I know I speak for many of us when I say: we stand with Israel. We believe that Israel is justified in defending itself, we believe that Israel has every right to flourish among the nations of the world as a Jewish Democracy, and we will continue to advocate, and to organize, and to speak on behalf of that right. Our faith in Israeli democracy, in our brothers and sisters in Zion goes so far as to believe that they will find the ingenuity to overcome the violence and the hate that permeates the Middle East, that they will be relentless in the pursuit of peace, because Israel recognizes as do we, that the only long-term solution will be two-states for two-peoples in that region. And so we must redouble our efforts.

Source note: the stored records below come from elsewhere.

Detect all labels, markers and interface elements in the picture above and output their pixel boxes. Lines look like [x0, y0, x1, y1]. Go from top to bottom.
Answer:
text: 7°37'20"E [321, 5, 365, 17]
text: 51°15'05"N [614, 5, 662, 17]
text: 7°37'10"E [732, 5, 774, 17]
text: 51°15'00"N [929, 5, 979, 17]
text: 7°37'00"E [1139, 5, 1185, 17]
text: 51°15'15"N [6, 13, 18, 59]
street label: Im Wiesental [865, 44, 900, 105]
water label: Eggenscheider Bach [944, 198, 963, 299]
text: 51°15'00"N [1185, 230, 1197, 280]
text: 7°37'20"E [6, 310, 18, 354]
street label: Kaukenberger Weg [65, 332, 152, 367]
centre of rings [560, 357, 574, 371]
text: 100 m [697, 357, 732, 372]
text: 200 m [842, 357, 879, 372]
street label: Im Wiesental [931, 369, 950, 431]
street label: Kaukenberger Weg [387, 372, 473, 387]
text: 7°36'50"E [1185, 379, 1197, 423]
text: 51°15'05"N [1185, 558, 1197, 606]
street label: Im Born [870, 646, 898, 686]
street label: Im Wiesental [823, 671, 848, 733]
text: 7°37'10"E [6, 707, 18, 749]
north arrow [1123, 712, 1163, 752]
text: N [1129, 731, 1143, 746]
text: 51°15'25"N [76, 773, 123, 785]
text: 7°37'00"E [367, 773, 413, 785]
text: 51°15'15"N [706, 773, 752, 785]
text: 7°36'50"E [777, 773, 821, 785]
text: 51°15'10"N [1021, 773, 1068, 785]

First and immediately for Israeli security and safety; second, to be able to continue to sit at the table with anyone who will speak with us, so that they can know that we are always ready for a real peace. Not a paper peace, not a cosmetic peace, but a peace that ensures the security and the safety of Israel and of Palestine, so that both peoples can thrive, and that that region can once again be a source of Torah and light for the world.
The King is in the field, and the field is Eretz Yisrael. Are we being good caretakers? Are we showing the King a love for all of God’s children, and standing up for our heritage to be able to take our place among the peoples of the world as a free people —exercising compassion and justice in our own land?
This has been a devastating summer and fall. I know that like me, you have cried tears watching as our friends, our families, were forced yet again to take up arms, yet again to run into shelters, yet again to suffer discrimination, violence, and slander at the hands of bigots and ideologues around the world. I know that like me, you stood with pride at Israel’s courage, at the number of Israelis who went to attend the funeral of a young Muslim boy who was kidnapped and murdered by Jews because Israelis knew that their place was with the mourners. That is who we are – as a people – and that will be our greatness: Our creativity, our depth, our faith that our humanity and our vision can overcome their hate and their pettiness. We will try it. We have always managed to try it.
If we learn nothing else from the Jewish calendar and from the history of our people, it is that we are presented with the choice of whether to grow into our greatness or to allow other people’s assaults to make us small, vengeful, and petty. We know that it is easy to give in to the hate.
Brothers and sisters, my plea with you is to remember that being advocates for a strong, safe, and Jewish Israel invites us to our greatness, not to become like our enemies. Growing into our greatness means that the welfare of the population of our enemy is our concern as well. It means that in addition to safeguarding our borders and our civilians, we will care for their sick, their weak, and for their children. We will continue to worry about the safety of non-combatants, and we will continue to pursue any real avenue of peace, so long as it is not at the expense of our survival.
Let our enemies and our friends know that in our thriving as a people, Israel thriving as a Jewish democracy, and our loyalty to the highest values of justice, compassion, and peace, we are united as one.